Friday, January 16, 2009

Significant of Nothing


Contract requirements allowed a maximum completion time of 140 calendar days with a penalty for late completion of $205,000 per calendar day and an incentive of $200,000 per day for early completion. Contract time commenced on Saturday, the 5th of February, with materials and equipment moving to the jobsite that day and through the weekend. Even though the final construction plans were not available until February 26th, C.C. Myers, Inc. immediately went to work on a 24-hour-day, 7 days-per-week schedule with up to 400 workmen on the job, while maintaining a safety record that even surpassed C.C. Myers, Inc.'s AGC award-winning program.


That summarizes the Herculean task undertaken and achieved by the construction company C.C. Myers in opening the world’s busiest road, the Santa Monica Freeway in Los Angeles that had been destroyed by the Northridge quake in 1994. Work was completed in 66 days…. 74 days ahead of schedule!

And the dirty little secret that no one ever wants to talk about is that this was accomplished, or rather expedited because then-Governor Pete Wilson relaxed the normal procurement and permitting regulations and waived environmental impact reports while implementing a bidding procedure and incentive system that tied potential profits to a successful on-time/ahead-of-time completion of the freeway.



In other news yesterday, Nancy Pelosi unveiled the House’s own version of the Great Stumble Sideways or This Old House (still haven’t settled on one yet) and not to be outdone by Obama, it comes with a price tag of $825 billion, a cool 50 bil over Obama’s projected stimulus plan cost.

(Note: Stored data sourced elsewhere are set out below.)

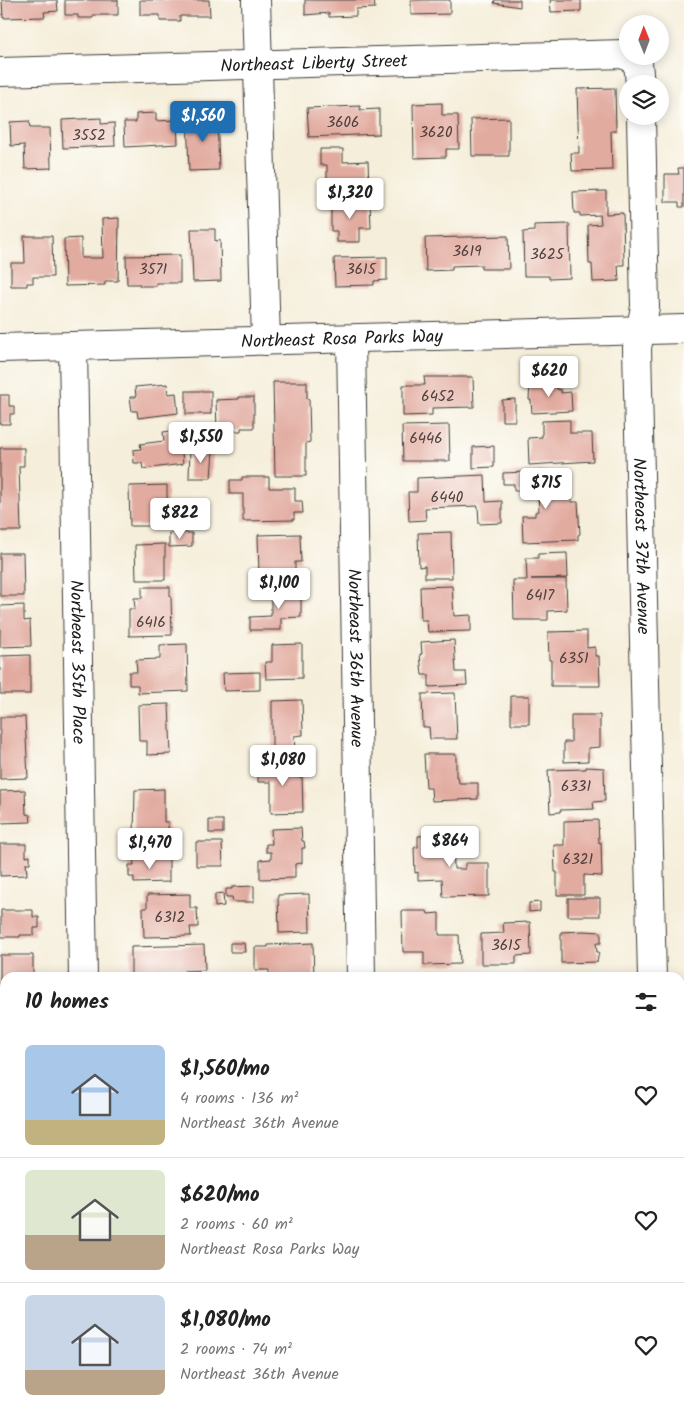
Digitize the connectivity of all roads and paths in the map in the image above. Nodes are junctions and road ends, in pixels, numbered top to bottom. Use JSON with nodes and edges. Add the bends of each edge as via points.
{"nodes":[{"id":1,"x":256,"y":0,"type":"edge"},
{"id":2,"x":258,"y":65,"type":"junction"},
{"id":3,"x":0,"y":72,"type":"edge"},
{"id":4,"x":639,"y":73,"type":"edge"},
{"id":5,"x":641,"y":125,"type":"edge"},
{"id":6,"x":684,"y":329,"type":"edge"},
{"id":7,"x":641,"y":331,"type":"junction"},
{"id":8,"x":351,"y":339,"type":"junction"},
{"id":9,"x":266,"y":341,"type":"junction"},
{"id":10,"x":73,"y":346,"type":"junction"},
{"id":11,"x":0,"y":348,"type":"edge"},
{"id":12,"x":83,"y":972,"type":"edge"},
{"id":13,"x":361,"y":972,"type":"edge"},
{"id":14,"x":652,"y":972,"type":"edge"}],
"edges":[{"from":1,"to":2,"type":"street"},
{"from":2,"to":3,"type":"street","name":"Northeast Liberty Street"},
{"from":2,"to":4,"type":"street","name":"Northeast Liberty Street","via":[[624,54]]},
{"from":2,"to":9,"type":"street"},
{"from":5,"to":7,"type":"street","name":"Northeast 37th Avenue","via":[[646,307]]},
{"from":6,"to":7,"type":"street","name":"Northeast Rosa Parks Way"},
{"from":7,"to":8,"type":"street","name":"Northeast Rosa Parks Way"},
{"from":7,"to":14,"type":"street","name":"Northeast 37th Avenue","via":[[637,348]]},
{"from":8,"to":9,"type":"street","name":"Northeast Rosa Parks Way"},
{"from":8,"to":13,"type":"street","name":"Northeast 36th Avenue"},
{"from":9,"to":10,"type":"street","name":"Northeast Rosa Parks Way"},
{"from":10,"to":11,"type":"street","name":"Northeast Rosa Parks Way"},
{"from":10,"to":12,"type":"street","name":"Northeast 35th Place"}]}
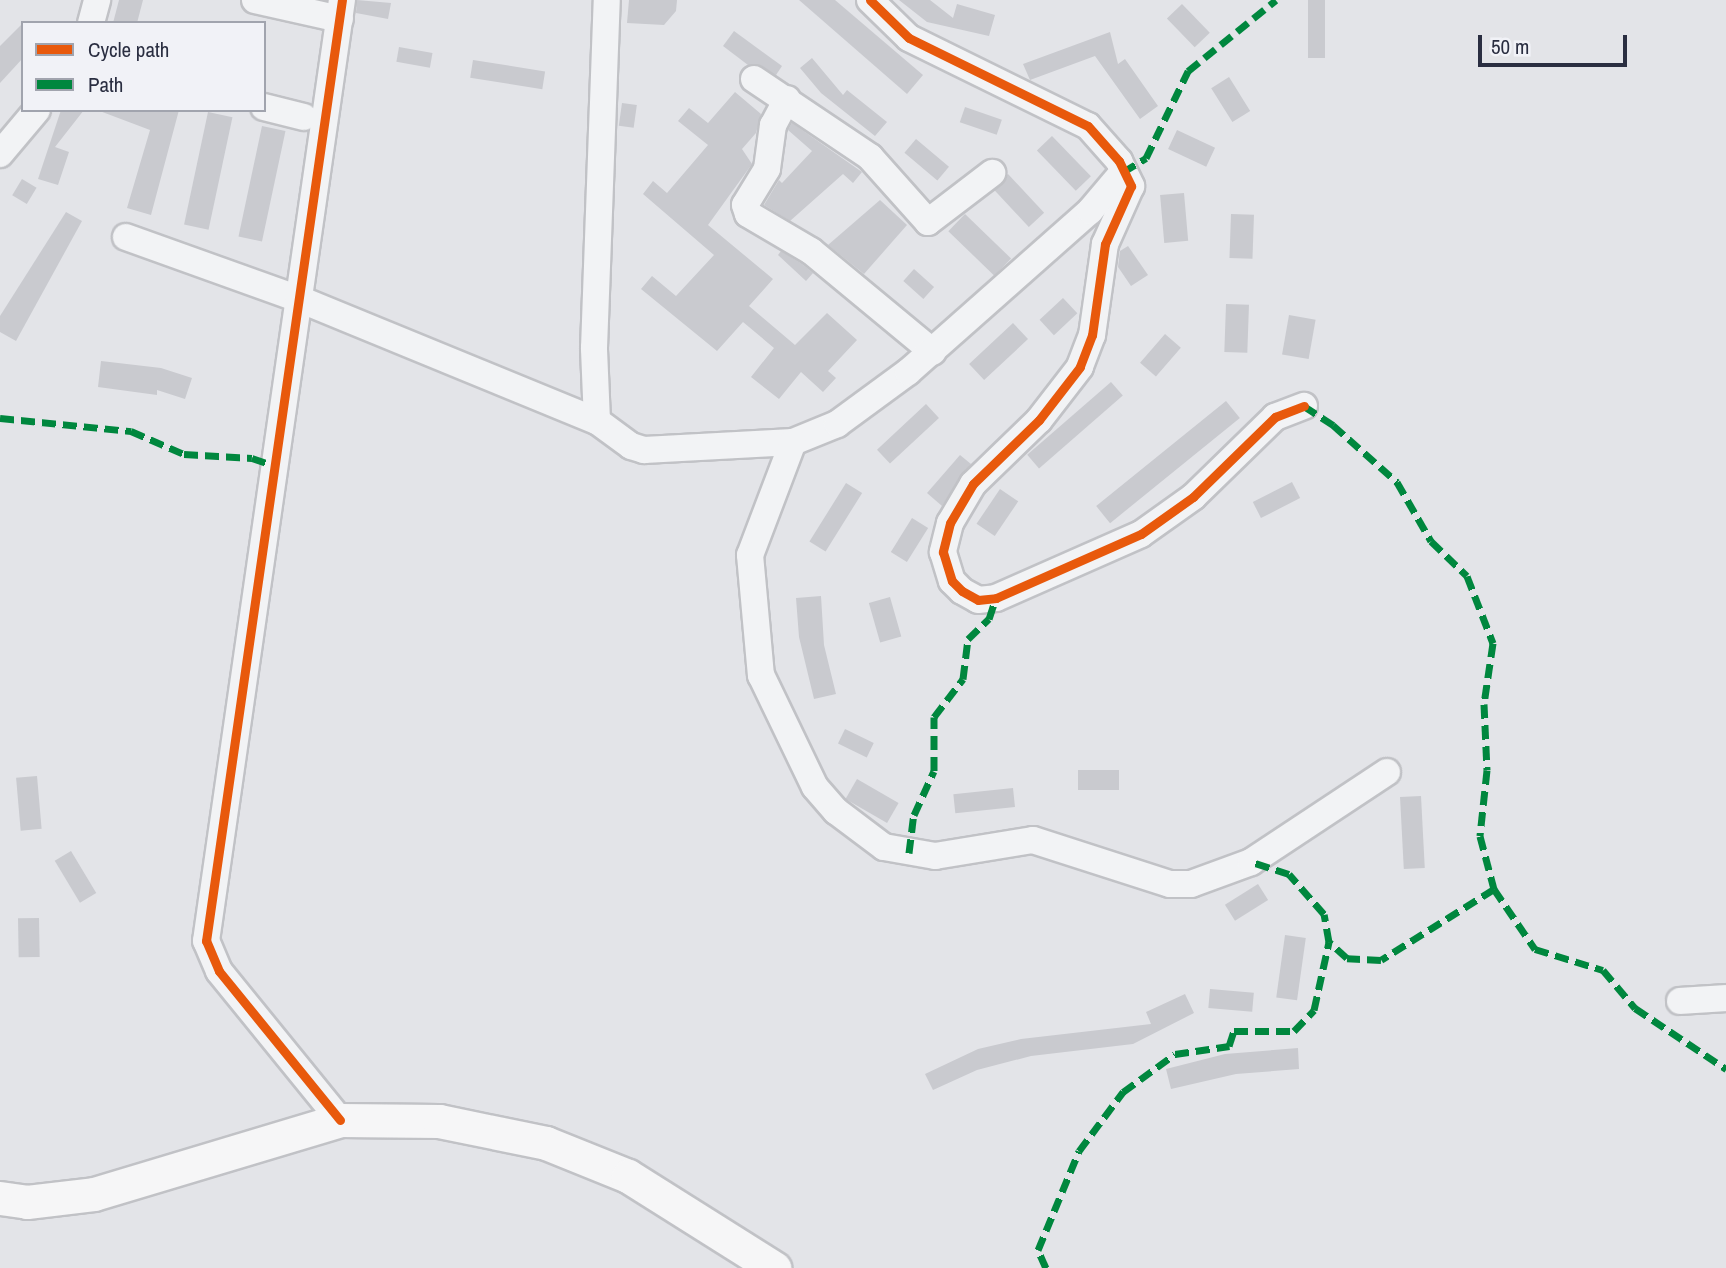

We bring up the former as an example of quick, hard-hitting and smart decision-making and management practices as a juxtaposition to the opposite that this stimulus plan will be.

Is it really possible that a Congressionally-conceived and administered jobs program will waive environmental impact reports? Can you imagine Democrats signing off on relaxing overtime restrictions above union objection or establishing work-arounds for long and laborious open-bidding processes?

As President-elect Obama is soon to find out, there are a few specific reasons why nothing ever actually gets built here in California anymore and with Big Labor and Big Green both wanting to take responsibility for Democratic gains over the last couple of years, there are a few constituencies that will be looking for a little payback.

Then again, when actually building something is not really the end but rather the means to a 2, 3, 4 million man and woman jobs program, work for work's sake if you will, who the hell cares?

3 comments:

K T Cat said...

Take a look at where the money is going. Roads and bridges? Hardly.

Road Dawg said...

Our Newport overpass (HWY 215)project was completed ahead of schedule with similar incentives less than ten years ago. (The project manager was a client of mine)

Our education system should take a page!

Dean said...

I would imagine that the ultimate end of the stimulus package will look nothing like what is being proposed right now.